Wednesday, January 09, 2008 at 11:39 AM
Confused about the best uses of robots.txt, nofollow, URL removal tool? Wondering how to keep some of your pages off the web? Our webspam lead, Matt Cutts, talks about the best ways to stop Google from crawling your content, and how to remove content from the Google index once we've crawled it.
We love your feedback. Tell us what you think about this video in our Webmaster Help Group.
* Note from Matt: Yes, robots.txt has been around since at least 1996, not 2006. It's hard for me to talk for 12-13 minutes without any miscues. :)


41 comments:
Good discussion, I'm glad that Matt covers the fact that a page with a noindex Meta Tag on it, that isn't allowed to be crawled via robots.txt does not get read. That seems to allude some people.
Thanks for the great tips Matt and by the way, I really like the happy faces!
Nice video presentation..Very interesting and informative...
Thanks for the great tips Matt.
By the way I have my Web Hosting Provider for my websites. It looks good and very helful. I hope Google will index my sites.
////We love your feedback. Tell us what you think about this video in our Webmaster Help GroupObviously - from that remark - Google is trying to push the Webmaster Help Forum.
But think of how rude that is, to use someone's video, then tell readers to visit another site to comment on it. :-o
Why would they?
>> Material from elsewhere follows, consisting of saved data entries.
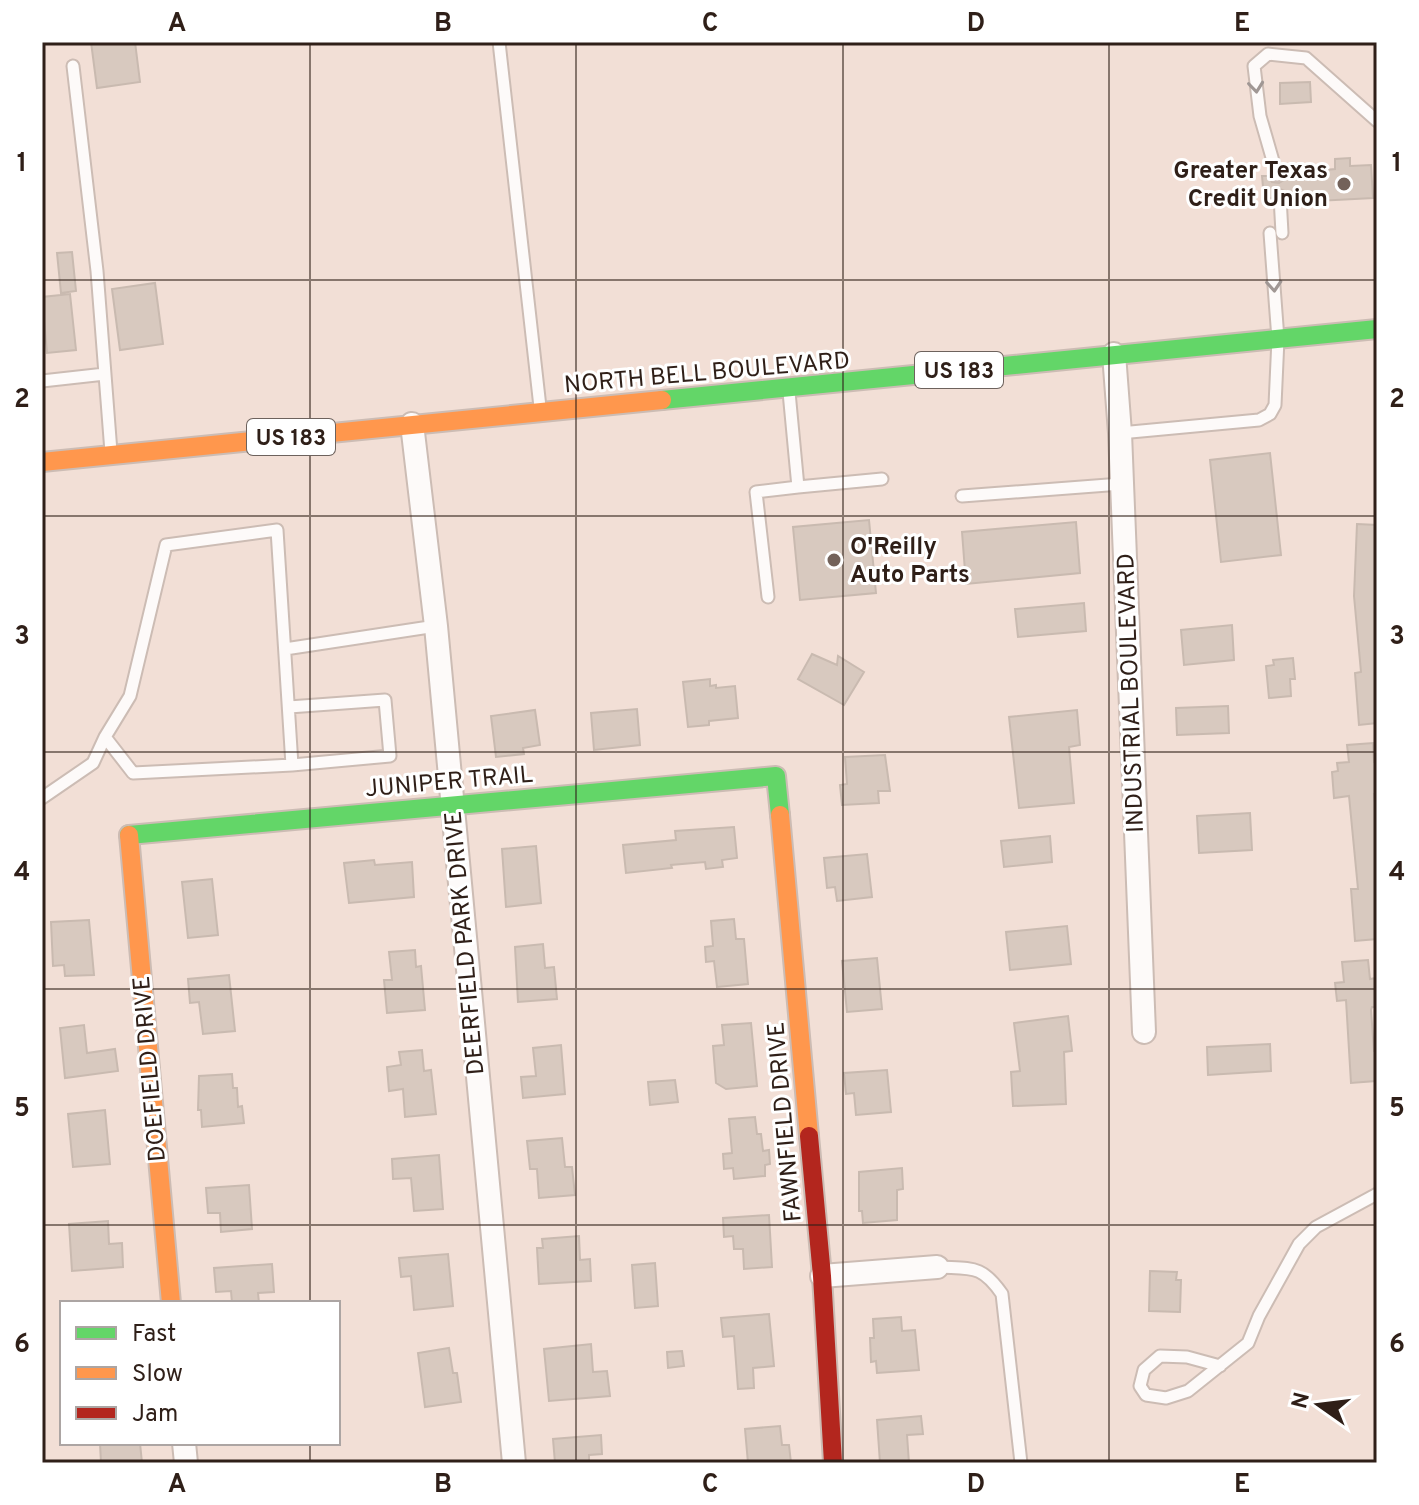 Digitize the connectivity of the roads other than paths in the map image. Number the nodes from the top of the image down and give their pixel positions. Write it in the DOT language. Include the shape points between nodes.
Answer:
graph roads {
  1 [pos="499,42"];
  2 [pos="73,66"];
  3 [pos="1377,121"];
  4 [pos="1277,175"];
  5 [pos="1280,197"];
  6 [pos="1377,329"];
  7 [pos="1278,339"];
  8 [pos="1114,354"];
  9 [pos="105,374"];
  10 [pos="42,381"];
  11 [pos="788,389"];
  12 [pos="540,412"];
  13 [pos="412,424"];
  14 [pos="1120,433"];
  15 [pos="112,456"];
  16 [pos="42,462"];
  17 [pos="882,479"];
  18 [pos="1121,484"];
  19 [pos="798,487"];
  20 [pos="962,496"];
  21 [pos="768,597"];
  22 [pos="436,626"];
  23 [pos="285,649"];
  24 [pos="289,707"];
  25 [pos="105,737"];
  26 [pos="292,765"];
  27 [pos="776,776"];
  28 [pos="42,798"];
  29 [pos="451,805"];
  30 [pos="127,835"];
  31 [pos="1144,1032"];
  32 [pos="1377,1194"];
  33 [pos="937,1267"];
  34 [pos="822,1276"];
  35 [pos="171,1301"];
  36 [pos="1220,1366"];
  37 [pos="514,1463"];
  38 [pos="833,1463"];
  39 [pos="1021,1463"];
  1 -- 12 [label="lane"];
  2 -- 9 [label="lane"];
  3 -- 4 [label="lane, one-way" via="1306,58 1268,54 1254,66 1260,116"];
  5 -- 7 [label="lane, one-way"];
  6 -- 7 [label="street, NORTH BELL BOULEVARD / US 183"];
  7 -- 8 [label="street, NORTH BELL BOULEVARD / US 183"];
  7 -- 14 [label="lane" via="1275,405 1270,414 1259,420"];
  8 -- 11 [label="street, NORTH BELL BOULEVARD / US 183"];
  8 -- 14 [label="street, INDUSTRIAL BOULEVARD"];
  9 -- 10 [label="lane"];
  9 -- 15 [label="lane"];
  11 -- 12 [label="street, NORTH BELL BOULEVARD / US 183"];
  11 -- 19 [label="lane"];
  12 -- 13 [label="street, NORTH BELL BOULEVARD / US 183"];
  13 -- 15 [label="street, NORTH BELL BOULEVARD / US 183"];
  13 -- 22 [label="street, DEERFIELD PARK DRIVE"];
  14 -- 18 [label="street, INDUSTRIAL BOULEVARD"];
  15 -- 16 [label="street, NORTH BELL BOULEVARD / US 183"];
  17 -- 19 [label="lane"];
  18 -- 20 [label="lane"];
  18 -- 31 [label="street, INDUSTRIAL BOULEVARD"];
  19 -- 21 [label="lane" via="756,492"];
  22 -- 23 [label="lane"];
  22 -- 29 [label="street, DEERFIELD PARK DRIVE"];
  23 -- 24 [label="lane"];
  23 -- 25 [label="lane" via="277,530 166,545 130,696"];
  24 -- 26 [label="lane"];
  24 -- 26 [label="lane" via="385,700 390,756"];
  25 -- 26 [label="lane" via="133,773"];
  25 -- 28 [label="lane" via="93,763"];
  27 -- 29 [label="street, JUNIPER TRAIL"];
  27 -- 34 [label="street, FAWNFIELD DRIVE"];
  29 -- 30 [label="street, JUNIPER TRAIL"];
  29 -- 37 [label="street, DEERFIELD PARK DRIVE"];
  30 -- 35 [label="street, DOEFIELD DRIVE"];
  32 -- 36 [label="lane" via="1316,1227 1299,1244 1248,1343"];
  33 -- 34 [label="street"];
  33 -- 39 [label="lane" via="987,1274 1002,1294"];
  34 -- 38 [label="street, FAWNFIELD DRIVE"];
  36 -- 36 [label="lane" via="1188,1391 1166,1398 1146,1395 1140,1386 1144,1370 1160,1356"];
} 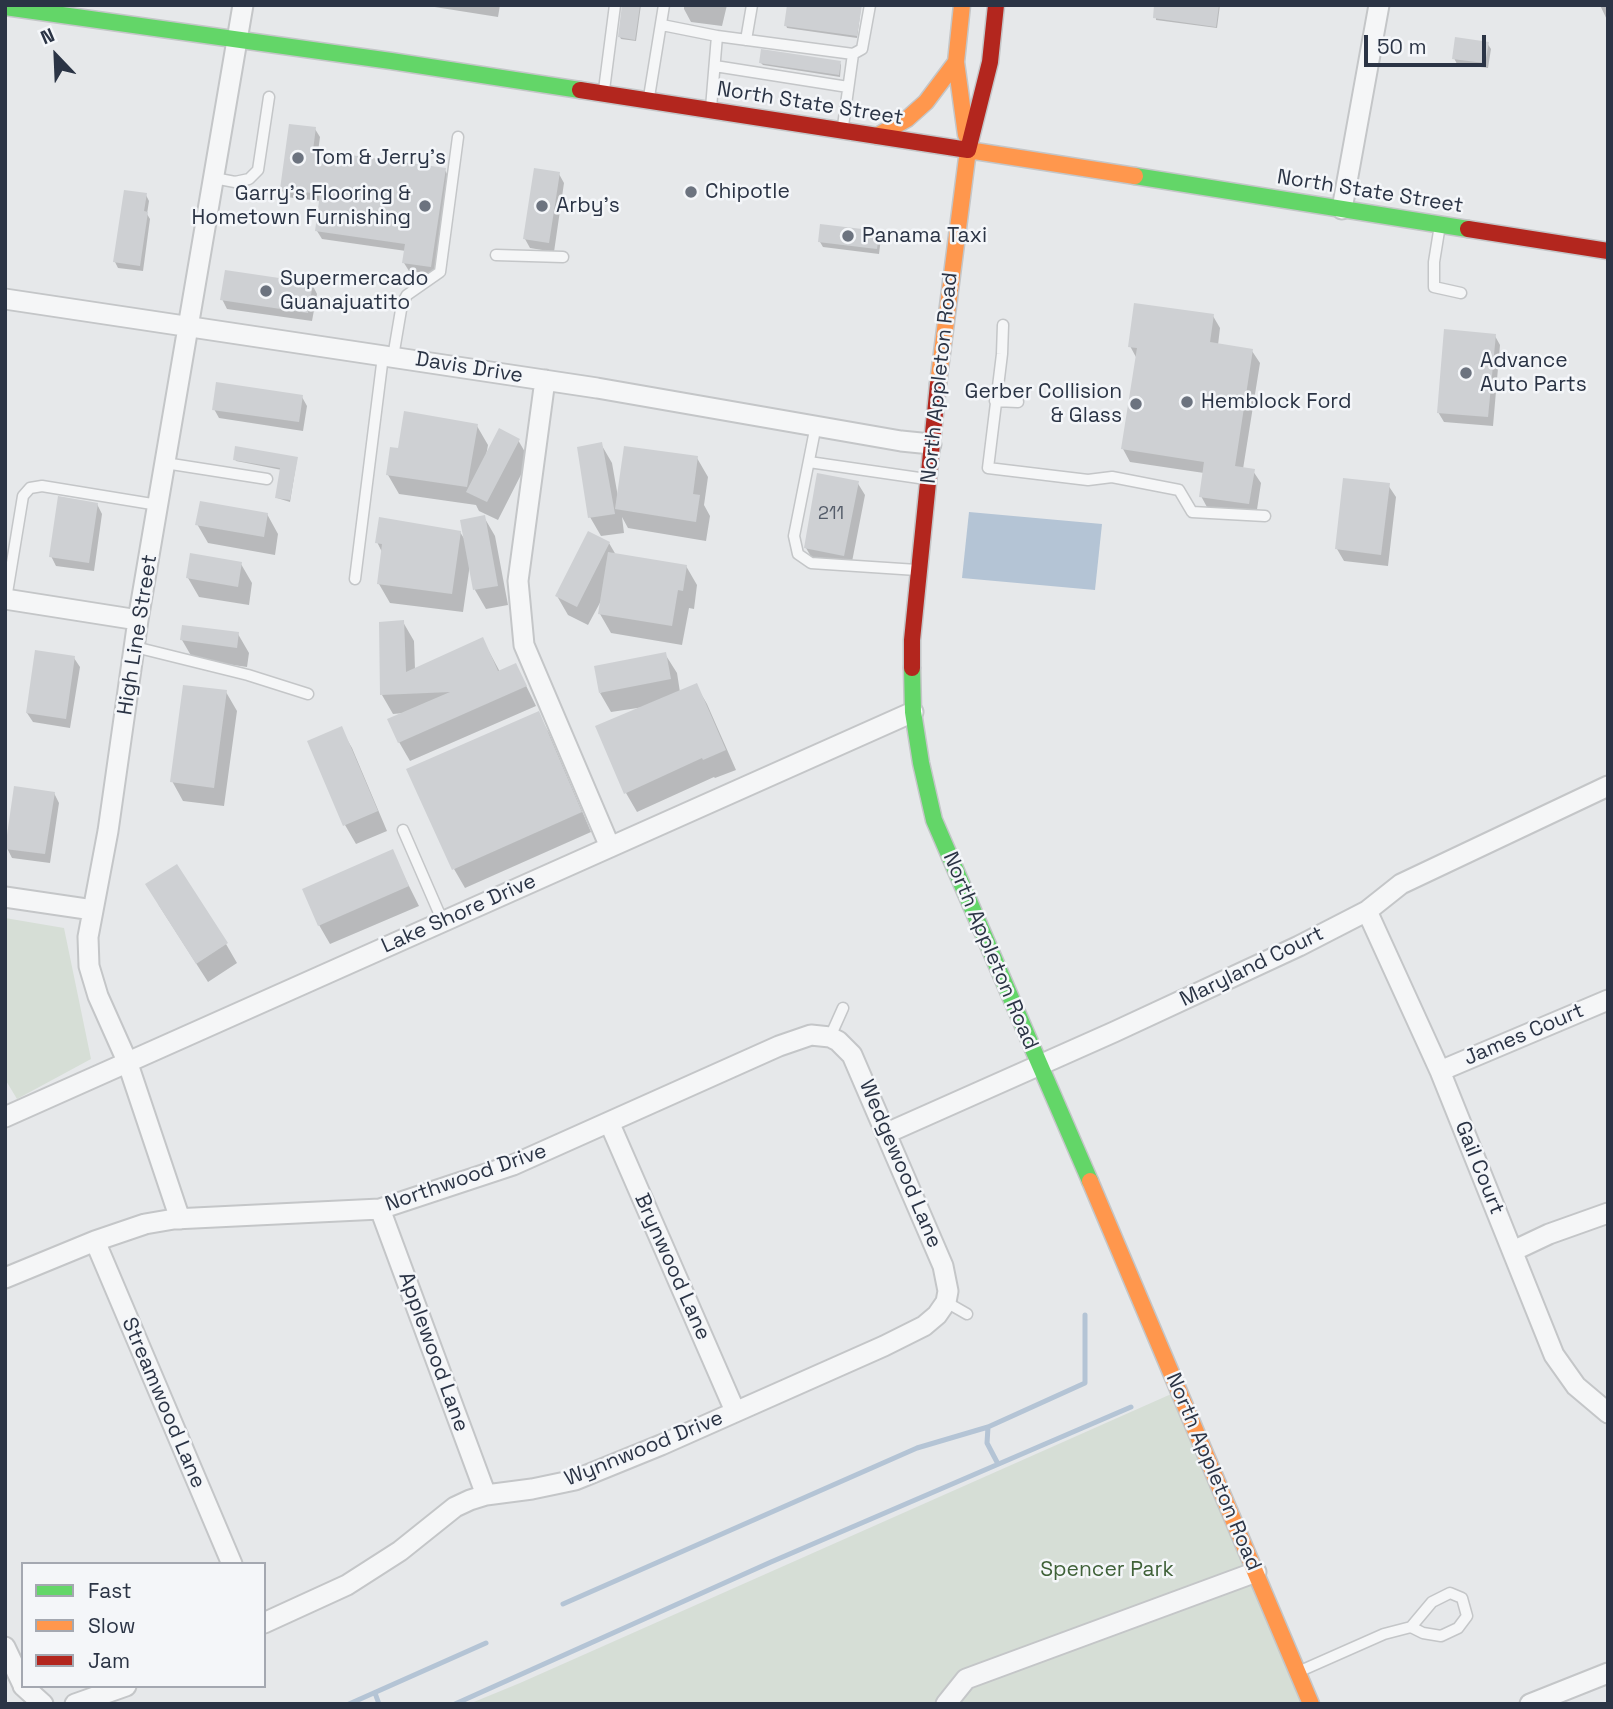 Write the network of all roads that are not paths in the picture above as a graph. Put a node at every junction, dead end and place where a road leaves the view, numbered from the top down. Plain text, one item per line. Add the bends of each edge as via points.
1 (243, 5) edge
2 (615, 5) edge
3 (664, 5) edge
4 (752, 5) edge
5 (870, 5) edge
6 (962, 5) edge
7 (996, 5) edge
8 (1378, 5) edge
9 (10, 7) edge
10 (662, 25) junction
11 (717, 36) junction
12 (238, 39) junction
13 (746, 40) junction
14 (853, 54) junction
15 (956, 62) junction
16 (715, 66) junction
17 (848, 87) junction
18 (604, 94) junction
19 (269, 97) dead end
20 (648, 101) junction
21 (711, 110) junction
22 (842, 130) junction
23 (877, 136) junction
24 (458, 137) dead end
25 (968, 150) junction
26 (214, 178) junction
27 (1342, 209) junction
28 (1440, 225) junction
29 (1608, 251) edge
30 (496, 255) dead end
31 (563, 257) dead end
32 (1461, 293) dead end
33 (5, 299) edge
34 (188, 326) junction
35 (1003, 326) dead end
36 (388, 356) junction
37 (545, 380) junction
38 (995, 401) junction
39 (1018, 402) dead end
40 (816, 425) junction
41 (931, 444) junction
42 (808, 462) junction
43 (165, 463) junction
44 (267, 479) dead end
45 (928, 479) junction
46 (158, 505) junction
47 (1265, 516) dead end
48 (918, 570) junction
49 (355, 579) dead end
50 (6, 599) edge
51 (138, 620) junction
52 (135, 647) junction
53 (308, 694) dead end
54 (913, 712) junction
55 (1608, 786) edge
56 (403, 830) dead end
57 (610, 848) junction
58 (5, 897) edge
59 (93, 910) junction
60 (1367, 911) junction
61 (443, 922) junction
62 (1608, 1000) edge
63 (843, 1008) dead end
64 (830, 1037) junction
65 (127, 1061) junction
66 (1039, 1065) junction
67 (1440, 1071) junction
68 (5, 1117) edge
69 (609, 1122) junction
70 (887, 1133) junction
71 (380, 1209) junction
72 (1608, 1213) edge
73 (180, 1219) junction
74 (95, 1241) junction
75 (1513, 1251) junction
76 (5, 1278) edge
77 (946, 1302) junction
78 (967, 1314) dead end
79 (735, 1411) junction
80 (1608, 1413) edge
81 (486, 1495) junction
82 (231, 1562) edge
83 (1256, 1572) junction
84 (266, 1622) edge
85 (1411, 1627) junction
86 (5, 1647) edge
87 (1298, 1672) junction
88 (1608, 1673) edge
89 (21, 1682) edge
90 (25, 1688) edge
91 (120, 1688) edge
92 (43, 1704) edge
93 (75, 1704) edge
94 (946, 1704) edge
95 (1311, 1704) edge
96 (1530, 1704) edge

1 - 12 street, High Line Street
2 - 18 lane
3 - 10 lane
4 - 13 lane
5 - 14 lane via 862,49
6 - 15 main road
7 - 25 main road via 990,62
8 - 27 street
9 - 12 main road, North State Street
10 - 11 lane
10 - 20 lane
11 - 13 lane
11 - 16 lane
12 - 18 main road, North State Street
12 - 26 street, High Line Street
13 - 14 lane
14 - 17 lane
15 - 23 main road via 926,102
15 - 25 main road
16 - 17 lane
16 - 21 lane
17 - 22 lane
18 - 20 main road, North State Street
19 - 26 lane via 258,170 235,182
20 - 21 main road, North State Street
21 - 22 main road, North State Street
22 - 23 main road, North State Street
23 - 25 main road, North State Street
24 - 36 lane via 440,272 401,304
25 - 27 main road, North State Street
25 - 41 main road, North Appleton Road
26 - 34 street, High Line Street
27 - 28 main road, North State Street
28 - 29 main road, North State Street
28 - 32 lane via 1434,287
30 - 31 lane
33 - 34 street, Davis Drive
34 - 36 street, Davis Drive
34 - 43 street, High Line Street
35 - 38 lane
36 - 37 street, Davis Drive
36 - 49 lane
37 - 40 street, Davis Drive
37 - 57 street via 518,581 524,645
38 - 39 lane
38 - 47 lane via 988,468 1088,480 1112,477 1179,490 1192,512
40 - 41 street, Davis Drive
40 - 42 lane
41 - 45 main road, North Appleton Road
42 - 45 lane
42 - 48 lane via 794,536 798,554 811,564
43 - 44 lane
43 - 46 street, High Line Street
45 - 48 main road, North Appleton Road
46 - 50 lane via 42,486 30,488 23,496
46 - 51 street, High Line Street
48 - 54 main road, North Appleton Road via 912,640
50 - 51 street
51 - 52 street, High Line Street
52 - 53 lane
52 - 59 street, High Line Street
54 - 57 street, Lake Shore Drive
54 - 66 main road, North Appleton Road via 934,820
55 - 60 street, Maryland Court via 1401,884
56 - 61 lane
57 - 61 street, Lake Shore Drive
58 - 59 street
59 - 65 street, High Line Street via 89,966
60 - 66 street, Maryland Court
60 - 67 street, Gail Court
61 - 65 street, Lake Shore Drive
62 - 67 street, James Court
63 - 64 lane
64 - 69 street, Northwood Drive via 811,1035 779,1046
64 - 70 street, Wedgewood Lane via 852,1055
65 - 68 street, Lake Shore Drive
65 - 73 street, High Line Street
66 - 70 street, Maryland Court
66 - 83 main road, North Appleton Road
67 - 75 street, Gail Court
69 - 71 street, Northwood Drive via 513,1165
69 - 79 street, Brynwood Lane
70 - 77 street, Wedgewood Lane via 943,1266
71 - 73 street, Northwood Drive
71 - 81 street, Applewood Lane
72 - 75 street
73 - 74 street, Northwood Drive via 145,1224
74 - 76 street, Northwood Drive
74 - 82 street, Streamwood Lane
75 - 80 street, Gail Court via 1554,1355 1576,1386
77 - 78 lane
77 - 79 street, Wynnwood Drive via 924,1326
79 - 81 street, Wynnwood Drive via 575,1480
81 - 84 street, Wynnwood Drive via 455,1507 347,1585
83 - 87 main road, North Appleton Road
83 - 94 street via 966,1679
85 - 85 lane via 1432,1602 1450,1593 1462,1598 1467,1615 1458,1629 1441,1636
85 - 87 lane
86 - 89 street
87 - 95 main road, North Appleton Road
88 - 96 street
90 - 92 street
91 - 93 street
Wouldn't they want to visit the same site of the owner of that video to give and get direct feedback?!
The Webmaster Help Group just does not have the charisma to be alluring.
Lets not divide and conquer - lets build and invest in what is working the best and the resource the public has chosen as their favorite!!
After all this time, if they had found the help group more alluring - they would be visiting it.
It's a real pain that the search engines treat the meta noindex tag differently. This would be a good area for Google to push for harmonization with the other major search engines.
Actually, I was thinking that a 'noindex' option in robots.txt would be the ideal complement - you could order spiders not to crawl the site, and also order search engines not to index the content, all in one location, e.g. something like:
User-Agent *
Disallow /sekrit/
Noindex /sekrit/
Is YouTube having problems? Seems like every embedded video I try to play says "We're sorry, this video is no longer available".
(Cross posted in the Forum and here).
You didn't mention sitemap.xml and how that affects a page in the Google Index. If we don't list a page in our sitemap, will it still be included in the Google Index? It's very possible we'll have links to a page no in our sitemap.
I am splitting my web site into two sites. I've moved the content, now I'm using .htaccess to rewrite the URL from PlanetMike.com to the new URL at MichaelClark.name. I'm giving out server code 301, and updating my sitemap.xml. What will happen when the Googlebot next sees one of my pages that has been moved? I assume the 301 will tell Googlebot that the page isn't at PlanetMike.com any more, effectively removing that page from Google. And at the same time the 301 is telling GoogleBot to add the new page to its records for MichaelClark.name. I've been watching both domains pretty closely in the Webmaster Tools area, and it looks like everything is working smoothly.
Thanks, Mike
@Matt
Thanks for the great explanations!
As for password protected contents, are you sure that you don't index those based on 3rd party signals like ODP listings or strong inbound links?
You totally forgot to mention the neat X-Robots-Tag that allows outputting REP tags like "noindex" even for non-HTML resources like PDFs or videos in the HTTP header. That's an invention Google can be very proud of. :)
@Ian M
Actually, Google experiments with Noindex: in robots.txt, but that's "improvable".
@Google
Currently Google interprets Noindex: in robots.txt as (Disallow: + Noindex:). I think that's completely wrong, because:
1. It's not compliant to the Robots Exclusion Standard.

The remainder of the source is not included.